An example of the Gongen style of architecture, Asakusa Shrine was commissioned by Tokugawa Iemitsu and constructed in 1649 during Japan's Edo Period. It was constructed in order to honor the three men who established and constructed the Sensō-ji. The legend states that two brothers, fishermen named Hinokuma Hamanari and Hinokuma Takenari, found a bosatsu Kannon statuette caught in a fishing-net in the Sumida River on May 17, 628.

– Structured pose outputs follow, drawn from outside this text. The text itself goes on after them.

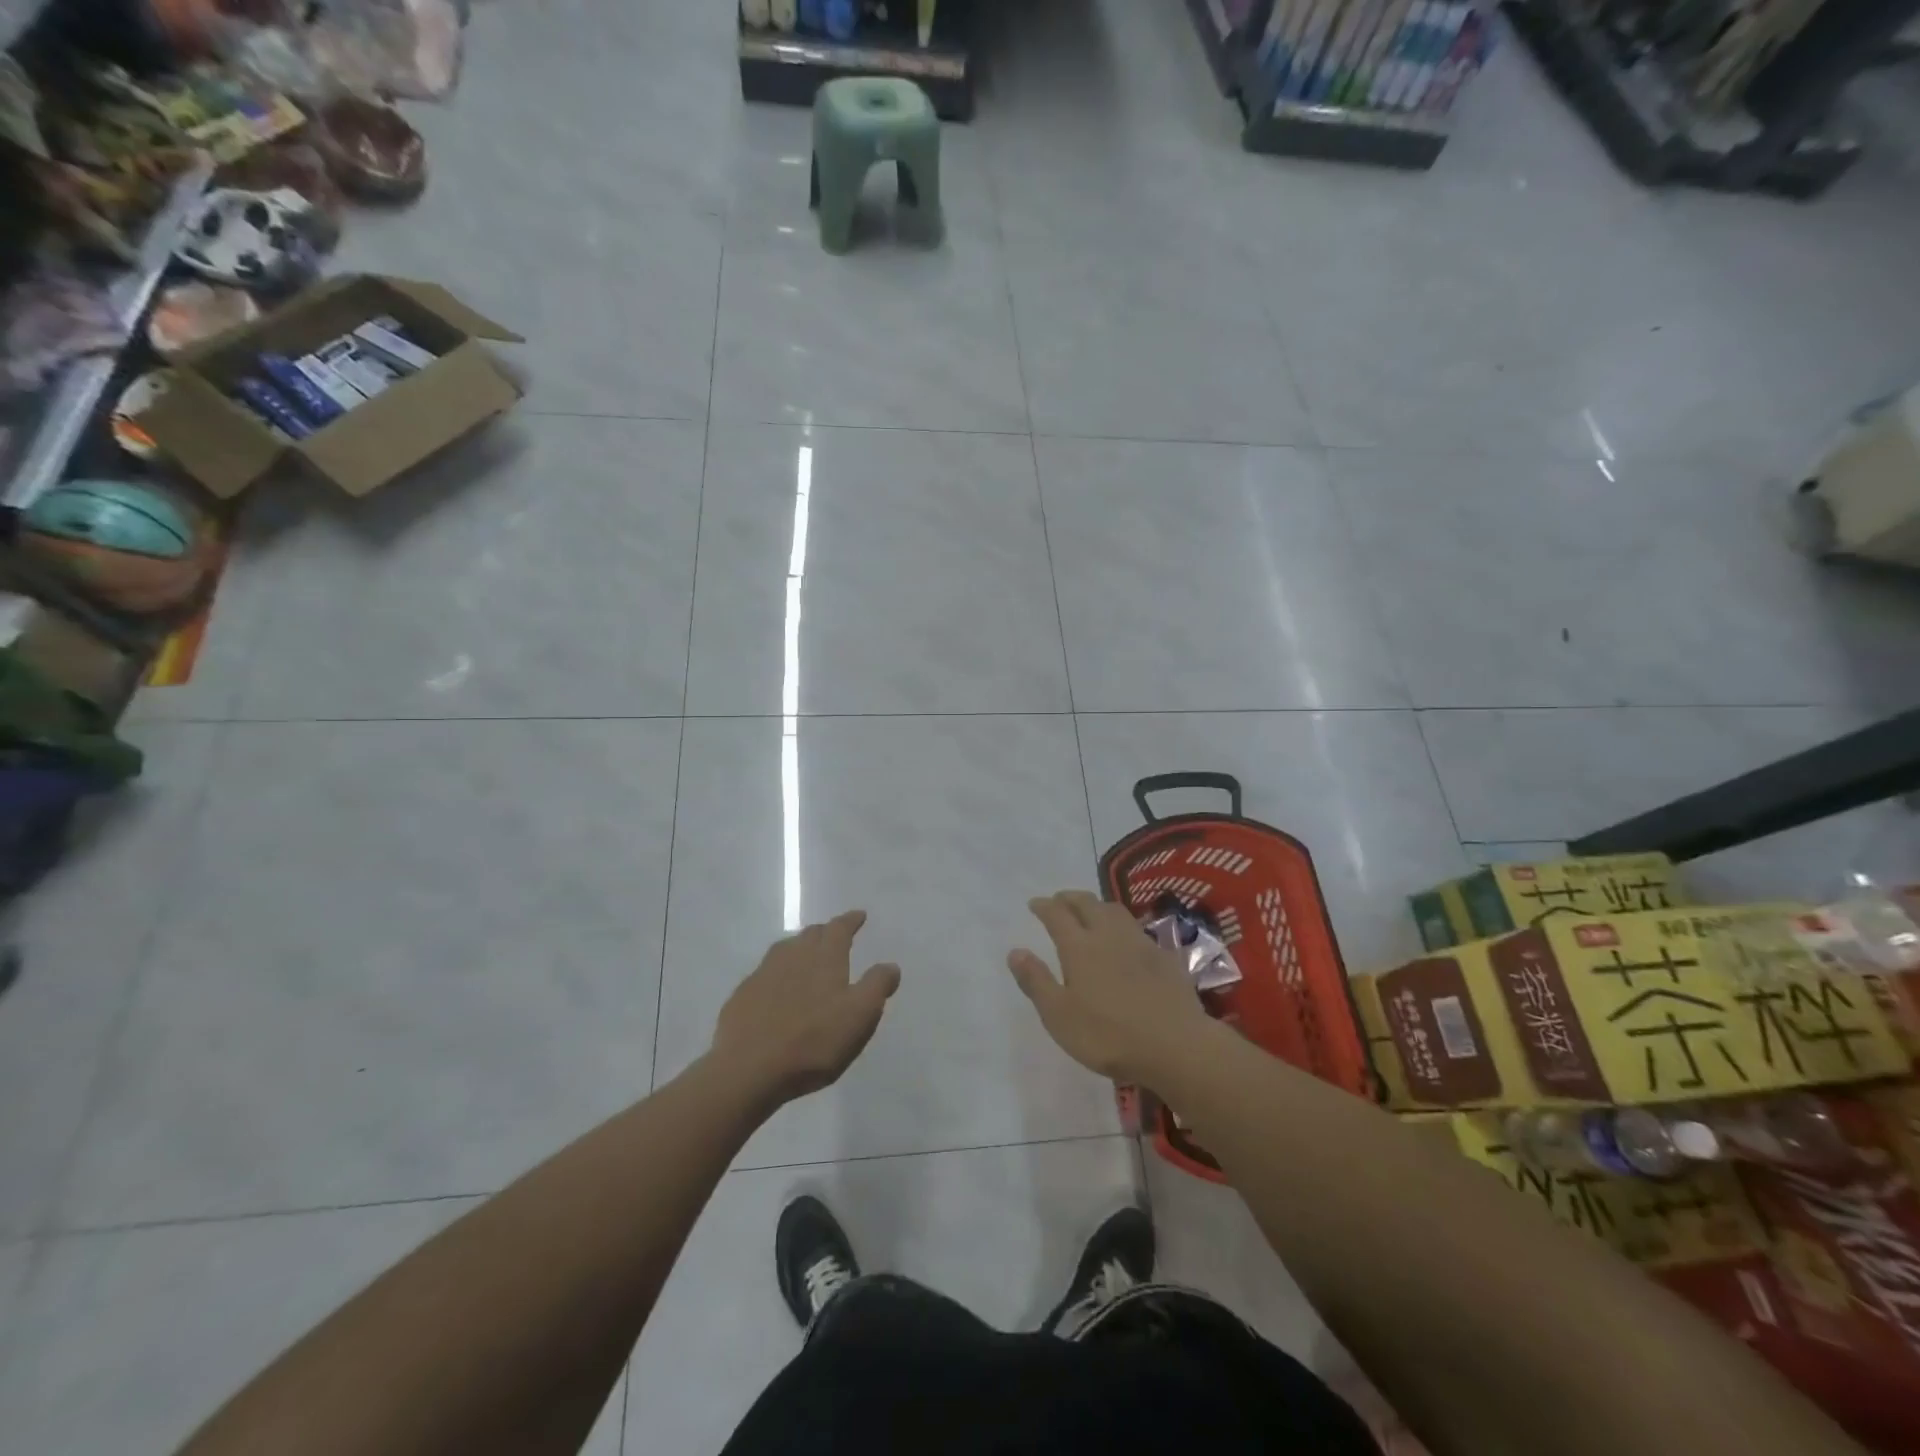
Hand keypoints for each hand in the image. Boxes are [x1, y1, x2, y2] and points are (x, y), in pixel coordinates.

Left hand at [710, 910, 900, 1105]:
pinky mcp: (743, 996)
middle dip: (826, 932)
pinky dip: (778, 973)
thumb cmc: (813, 1040)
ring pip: (786, 950)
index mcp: (824, 956)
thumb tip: (891, 965)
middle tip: (835, 936)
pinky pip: (766, 974)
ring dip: (800, 948)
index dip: (851, 921)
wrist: (747, 1068)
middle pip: (811, 934)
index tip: (859, 916)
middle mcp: (793, 955)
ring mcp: (763, 974)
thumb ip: (877, 986)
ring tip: (807, 957)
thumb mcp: (859, 1016)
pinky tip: (778, 989)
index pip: (840, 928)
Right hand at [1008, 890, 1214, 1084]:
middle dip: (1070, 898)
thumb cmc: (1108, 1035)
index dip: (1044, 906)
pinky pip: (1140, 930)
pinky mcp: (1165, 957)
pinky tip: (1129, 940)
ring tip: (1091, 911)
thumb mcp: (1059, 1016)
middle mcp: (1109, 935)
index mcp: (1079, 947)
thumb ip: (1036, 981)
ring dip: (1098, 905)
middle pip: (1087, 904)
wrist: (1176, 1046)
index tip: (1035, 903)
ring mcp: (1140, 943)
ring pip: (1116, 911)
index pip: (1057, 915)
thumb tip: (1015, 951)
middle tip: (1060, 900)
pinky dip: (1125, 927)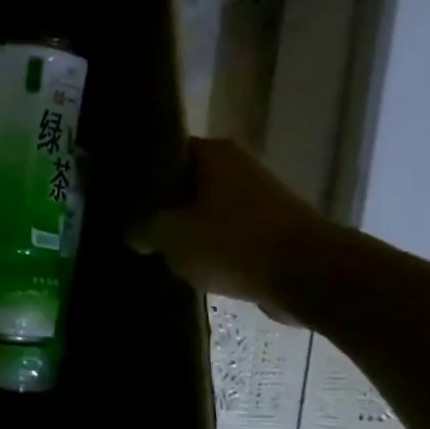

The third man, a wealthy landlord named Hajino Nakatomo, heard about the discovery and approached the brothers to whom he delivered an impassioned sermon about the Buddha. The brothers were very impressed and subsequently converted to the Buddhist religion. The Kannon statue was consecrated in a small temple by the landlord and the brothers who thereafter devoted their lives to preaching the way of Buddhism. This temple is now known as the Sensō-ji. Asakusa Shrine was built in order to worship these men as deities. The shrine and its surrounding area and buildings have also been the site of many Shinto and Buddhist festivals for centuries. The most important and famous of these festivals is Sanja Matsuri, held in late May.
Unlike many other structures in the area, including the Sensō-ji, the shrine (along with the Nitenmon) survived the Tokyo air raids of 1945. Because of this rich history, it was designated an Important Cultural Property by the Japanese government in 1951.